Some states may not be ready to transition to their own data collection program for estimates of effort. For those states, NOAA must collaborate with states and stakeholders on needed reforms to recreational data collection, many of which were identified in a recent National Academy of Sciences report. At the same time, NOAA must also pursue meaningful investments in the development and implementation of recreational management improvements.

“NOAA has had multiple chances to fix management of recreational fisheries, and it has failed every time. A ready alternative exists in states that have already taken steps to develop better recreational data than the feds have ever had,” said Jeff Angers, president of the Center for Sportfishing Policy. “It’s time to stop making the same mistakes, stop wasting taxpayer money, and stop causing chaos in recreational fisheries management and coastal communities. It’s time for all parties to work together to properly fund state efforts to manage recreational fisheries.”

“The recreational fishing community’s confidence in federal fisheries data couldn’t be lower,” said Mike Leonard, vice president of government affairs for the American Sportfishing Association. “Achieving fisheries management that balances conservation and access, and that anglers can trust, requires fundamental changes to how these data are collected. Additionally, recognizing the inherent challenges in gathering recreational catch data at a level of precision needed to meet statutory management requirements, managers need to look to alternative management approaches such as what is being deployed in the Mid-Atlantic for summer flounder, scup and black sea bass.”

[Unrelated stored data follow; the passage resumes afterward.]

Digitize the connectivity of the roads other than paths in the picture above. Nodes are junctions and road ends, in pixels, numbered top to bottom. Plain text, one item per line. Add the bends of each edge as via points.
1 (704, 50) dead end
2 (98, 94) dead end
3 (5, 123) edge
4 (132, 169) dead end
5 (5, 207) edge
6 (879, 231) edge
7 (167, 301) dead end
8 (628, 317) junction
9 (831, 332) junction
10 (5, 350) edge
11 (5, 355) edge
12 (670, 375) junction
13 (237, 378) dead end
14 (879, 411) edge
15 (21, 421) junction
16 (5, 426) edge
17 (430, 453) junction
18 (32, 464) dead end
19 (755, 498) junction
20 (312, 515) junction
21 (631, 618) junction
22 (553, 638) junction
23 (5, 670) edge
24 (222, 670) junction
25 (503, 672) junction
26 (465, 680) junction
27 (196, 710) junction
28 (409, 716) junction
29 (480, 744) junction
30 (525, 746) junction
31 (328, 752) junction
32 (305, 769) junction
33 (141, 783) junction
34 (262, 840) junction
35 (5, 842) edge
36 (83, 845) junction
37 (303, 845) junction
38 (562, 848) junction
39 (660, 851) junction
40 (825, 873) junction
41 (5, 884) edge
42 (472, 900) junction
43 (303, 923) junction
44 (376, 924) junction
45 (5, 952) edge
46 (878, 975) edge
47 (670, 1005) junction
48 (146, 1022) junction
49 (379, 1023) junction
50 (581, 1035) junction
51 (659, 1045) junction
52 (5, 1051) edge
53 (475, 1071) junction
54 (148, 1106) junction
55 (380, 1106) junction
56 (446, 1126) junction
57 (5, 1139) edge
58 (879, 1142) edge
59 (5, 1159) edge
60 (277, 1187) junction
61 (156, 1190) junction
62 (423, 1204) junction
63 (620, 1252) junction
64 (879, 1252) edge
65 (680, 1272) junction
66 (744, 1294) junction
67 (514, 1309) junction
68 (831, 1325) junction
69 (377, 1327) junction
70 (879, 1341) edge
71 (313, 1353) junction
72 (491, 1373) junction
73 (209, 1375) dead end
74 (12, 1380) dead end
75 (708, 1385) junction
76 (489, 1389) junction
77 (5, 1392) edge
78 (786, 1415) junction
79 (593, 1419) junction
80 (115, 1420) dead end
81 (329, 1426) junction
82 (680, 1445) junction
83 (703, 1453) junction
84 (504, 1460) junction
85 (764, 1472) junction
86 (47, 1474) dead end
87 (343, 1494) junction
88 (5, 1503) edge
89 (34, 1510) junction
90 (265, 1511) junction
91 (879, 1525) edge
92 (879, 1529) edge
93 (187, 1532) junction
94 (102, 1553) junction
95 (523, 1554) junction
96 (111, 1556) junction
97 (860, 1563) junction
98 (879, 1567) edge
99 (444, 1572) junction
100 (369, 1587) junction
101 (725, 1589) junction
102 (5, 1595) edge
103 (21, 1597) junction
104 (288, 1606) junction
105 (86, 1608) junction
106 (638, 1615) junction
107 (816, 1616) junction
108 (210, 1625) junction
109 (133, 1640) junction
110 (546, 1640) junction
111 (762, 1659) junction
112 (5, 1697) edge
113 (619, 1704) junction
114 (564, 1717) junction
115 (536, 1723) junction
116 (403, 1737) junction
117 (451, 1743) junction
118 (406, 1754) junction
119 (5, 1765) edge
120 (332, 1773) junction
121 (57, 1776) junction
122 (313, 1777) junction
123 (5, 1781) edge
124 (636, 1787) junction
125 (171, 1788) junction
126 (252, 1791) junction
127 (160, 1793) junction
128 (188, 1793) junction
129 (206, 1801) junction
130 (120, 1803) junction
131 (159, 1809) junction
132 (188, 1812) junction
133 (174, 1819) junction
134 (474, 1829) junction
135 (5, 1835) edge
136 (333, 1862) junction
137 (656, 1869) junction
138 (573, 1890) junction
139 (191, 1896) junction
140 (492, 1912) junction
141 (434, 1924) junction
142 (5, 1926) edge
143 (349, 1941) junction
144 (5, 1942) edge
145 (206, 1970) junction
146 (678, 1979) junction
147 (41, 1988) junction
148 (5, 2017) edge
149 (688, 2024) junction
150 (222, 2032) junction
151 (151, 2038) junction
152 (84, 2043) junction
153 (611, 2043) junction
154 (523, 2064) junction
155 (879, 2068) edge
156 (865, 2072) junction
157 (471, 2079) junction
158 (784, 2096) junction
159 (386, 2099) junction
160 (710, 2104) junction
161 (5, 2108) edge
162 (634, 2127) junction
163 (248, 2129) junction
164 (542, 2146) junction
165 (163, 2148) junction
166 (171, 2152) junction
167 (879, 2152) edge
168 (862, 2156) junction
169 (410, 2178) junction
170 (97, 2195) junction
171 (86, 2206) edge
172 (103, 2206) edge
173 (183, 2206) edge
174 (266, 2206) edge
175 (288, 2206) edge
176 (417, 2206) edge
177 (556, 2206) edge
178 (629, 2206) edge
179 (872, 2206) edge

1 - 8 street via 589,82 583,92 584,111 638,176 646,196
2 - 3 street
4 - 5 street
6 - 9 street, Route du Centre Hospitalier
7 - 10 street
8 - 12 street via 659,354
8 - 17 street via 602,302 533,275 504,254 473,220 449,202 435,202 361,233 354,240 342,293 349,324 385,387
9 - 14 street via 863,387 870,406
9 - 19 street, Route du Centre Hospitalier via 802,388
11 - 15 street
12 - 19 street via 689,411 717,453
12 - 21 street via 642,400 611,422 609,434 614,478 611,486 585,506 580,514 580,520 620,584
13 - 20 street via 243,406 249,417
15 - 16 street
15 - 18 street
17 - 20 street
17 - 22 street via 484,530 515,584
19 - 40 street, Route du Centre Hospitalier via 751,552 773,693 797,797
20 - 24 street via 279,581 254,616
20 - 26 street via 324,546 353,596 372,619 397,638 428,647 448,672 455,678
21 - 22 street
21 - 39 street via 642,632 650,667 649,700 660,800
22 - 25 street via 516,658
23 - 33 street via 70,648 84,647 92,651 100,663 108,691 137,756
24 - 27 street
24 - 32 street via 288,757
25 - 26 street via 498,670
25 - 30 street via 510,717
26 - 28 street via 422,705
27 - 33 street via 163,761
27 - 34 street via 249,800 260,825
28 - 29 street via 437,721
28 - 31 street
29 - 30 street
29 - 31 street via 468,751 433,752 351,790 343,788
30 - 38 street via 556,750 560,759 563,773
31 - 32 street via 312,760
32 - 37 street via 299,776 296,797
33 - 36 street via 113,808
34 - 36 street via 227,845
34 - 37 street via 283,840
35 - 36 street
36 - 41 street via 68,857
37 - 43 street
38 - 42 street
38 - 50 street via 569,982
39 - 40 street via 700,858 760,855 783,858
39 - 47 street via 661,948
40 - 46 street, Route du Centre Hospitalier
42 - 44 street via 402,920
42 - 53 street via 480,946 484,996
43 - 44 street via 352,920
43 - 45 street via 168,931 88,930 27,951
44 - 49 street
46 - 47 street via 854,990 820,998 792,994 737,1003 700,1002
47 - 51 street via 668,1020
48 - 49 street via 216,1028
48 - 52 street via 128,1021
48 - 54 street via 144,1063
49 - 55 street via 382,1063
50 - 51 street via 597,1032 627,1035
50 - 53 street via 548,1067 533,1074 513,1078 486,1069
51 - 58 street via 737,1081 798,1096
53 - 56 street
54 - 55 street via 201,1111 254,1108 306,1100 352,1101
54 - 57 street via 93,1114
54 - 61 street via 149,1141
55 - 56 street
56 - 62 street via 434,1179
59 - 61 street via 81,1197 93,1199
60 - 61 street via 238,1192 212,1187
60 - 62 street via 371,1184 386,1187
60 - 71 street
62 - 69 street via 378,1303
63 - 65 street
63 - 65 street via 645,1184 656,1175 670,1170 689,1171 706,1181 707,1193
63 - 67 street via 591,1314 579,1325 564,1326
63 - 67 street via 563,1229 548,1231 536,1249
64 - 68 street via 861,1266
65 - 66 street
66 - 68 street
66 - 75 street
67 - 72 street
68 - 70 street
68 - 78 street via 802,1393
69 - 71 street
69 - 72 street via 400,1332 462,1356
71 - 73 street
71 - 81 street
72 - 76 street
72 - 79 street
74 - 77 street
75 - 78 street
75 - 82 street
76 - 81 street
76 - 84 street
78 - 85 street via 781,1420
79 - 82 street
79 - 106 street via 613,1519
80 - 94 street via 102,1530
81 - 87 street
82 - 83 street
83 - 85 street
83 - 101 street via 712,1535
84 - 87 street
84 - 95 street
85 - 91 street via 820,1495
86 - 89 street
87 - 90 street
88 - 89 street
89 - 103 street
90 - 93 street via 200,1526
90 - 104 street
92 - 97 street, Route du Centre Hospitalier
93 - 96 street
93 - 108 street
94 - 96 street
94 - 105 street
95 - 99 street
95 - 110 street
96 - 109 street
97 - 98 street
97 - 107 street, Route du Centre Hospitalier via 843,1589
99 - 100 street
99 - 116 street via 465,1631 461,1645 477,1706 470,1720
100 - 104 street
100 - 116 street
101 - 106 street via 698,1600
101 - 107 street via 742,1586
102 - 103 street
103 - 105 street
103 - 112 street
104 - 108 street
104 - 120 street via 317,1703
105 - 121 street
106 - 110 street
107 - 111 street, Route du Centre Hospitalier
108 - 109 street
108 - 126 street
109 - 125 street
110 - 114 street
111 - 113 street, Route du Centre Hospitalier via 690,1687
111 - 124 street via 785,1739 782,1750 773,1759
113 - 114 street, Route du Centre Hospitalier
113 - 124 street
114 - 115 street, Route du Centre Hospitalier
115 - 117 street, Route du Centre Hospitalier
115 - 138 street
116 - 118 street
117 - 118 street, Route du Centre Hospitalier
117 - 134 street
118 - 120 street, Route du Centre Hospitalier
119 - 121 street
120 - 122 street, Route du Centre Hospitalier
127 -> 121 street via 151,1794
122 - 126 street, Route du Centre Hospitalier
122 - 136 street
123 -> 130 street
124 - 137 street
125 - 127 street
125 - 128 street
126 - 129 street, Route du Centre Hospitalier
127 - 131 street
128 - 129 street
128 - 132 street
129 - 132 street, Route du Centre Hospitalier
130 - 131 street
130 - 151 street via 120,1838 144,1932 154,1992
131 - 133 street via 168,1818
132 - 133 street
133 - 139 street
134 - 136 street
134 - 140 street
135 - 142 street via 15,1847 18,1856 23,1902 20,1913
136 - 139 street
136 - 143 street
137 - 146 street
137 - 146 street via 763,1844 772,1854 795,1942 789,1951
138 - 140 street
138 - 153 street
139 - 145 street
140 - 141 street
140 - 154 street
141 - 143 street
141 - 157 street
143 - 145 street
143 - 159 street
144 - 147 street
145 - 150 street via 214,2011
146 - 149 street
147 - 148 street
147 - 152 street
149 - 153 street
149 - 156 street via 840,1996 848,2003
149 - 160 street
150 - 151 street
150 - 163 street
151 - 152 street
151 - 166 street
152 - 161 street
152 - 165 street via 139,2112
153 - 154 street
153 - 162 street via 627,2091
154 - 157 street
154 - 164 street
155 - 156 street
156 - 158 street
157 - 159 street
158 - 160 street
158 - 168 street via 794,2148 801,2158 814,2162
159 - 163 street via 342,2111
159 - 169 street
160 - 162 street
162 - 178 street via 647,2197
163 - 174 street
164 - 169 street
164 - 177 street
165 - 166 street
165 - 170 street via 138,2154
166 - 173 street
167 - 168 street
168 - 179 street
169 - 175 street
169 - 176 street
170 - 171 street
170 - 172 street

“Yet another major revision to the federal recreational data collection system is upon us, and it should bring a realization that NOAA is just not capable of doing this job,” said Ted Venker, conservation director of Coastal Conservation Association. “At best we are looking at several more years of questionable revisions, recalculations, and recalibrations based on a suspect data system that has never proven it can produce accurate information. This is no way to manage a public resource. It would be irresponsible to continue down this road rather than exploring and supporting state-based options to better manage the recreational sector wherever feasible.”

“In 2013, I testified before the U.S. House of Representatives that MRIP was a good general survey but that it would never provide the data accuracy and reliability we need for managing the recreational sector to annual catch limits. MRIP continues to prove my point a decade later,” said Chris Horton, Senior Director, Fisheries Policy for the Congressional Sportsmen’s Foundation. “We are encouraged that the administration at NOAA Fisheries is embracing state data programs as a better path forward, at least in the Gulf. However, each year it becomes more obvious that the increasingly ineffective federal management model of managing to a theoretical annual quota based largely on old catch data is truly the elephant in the room.”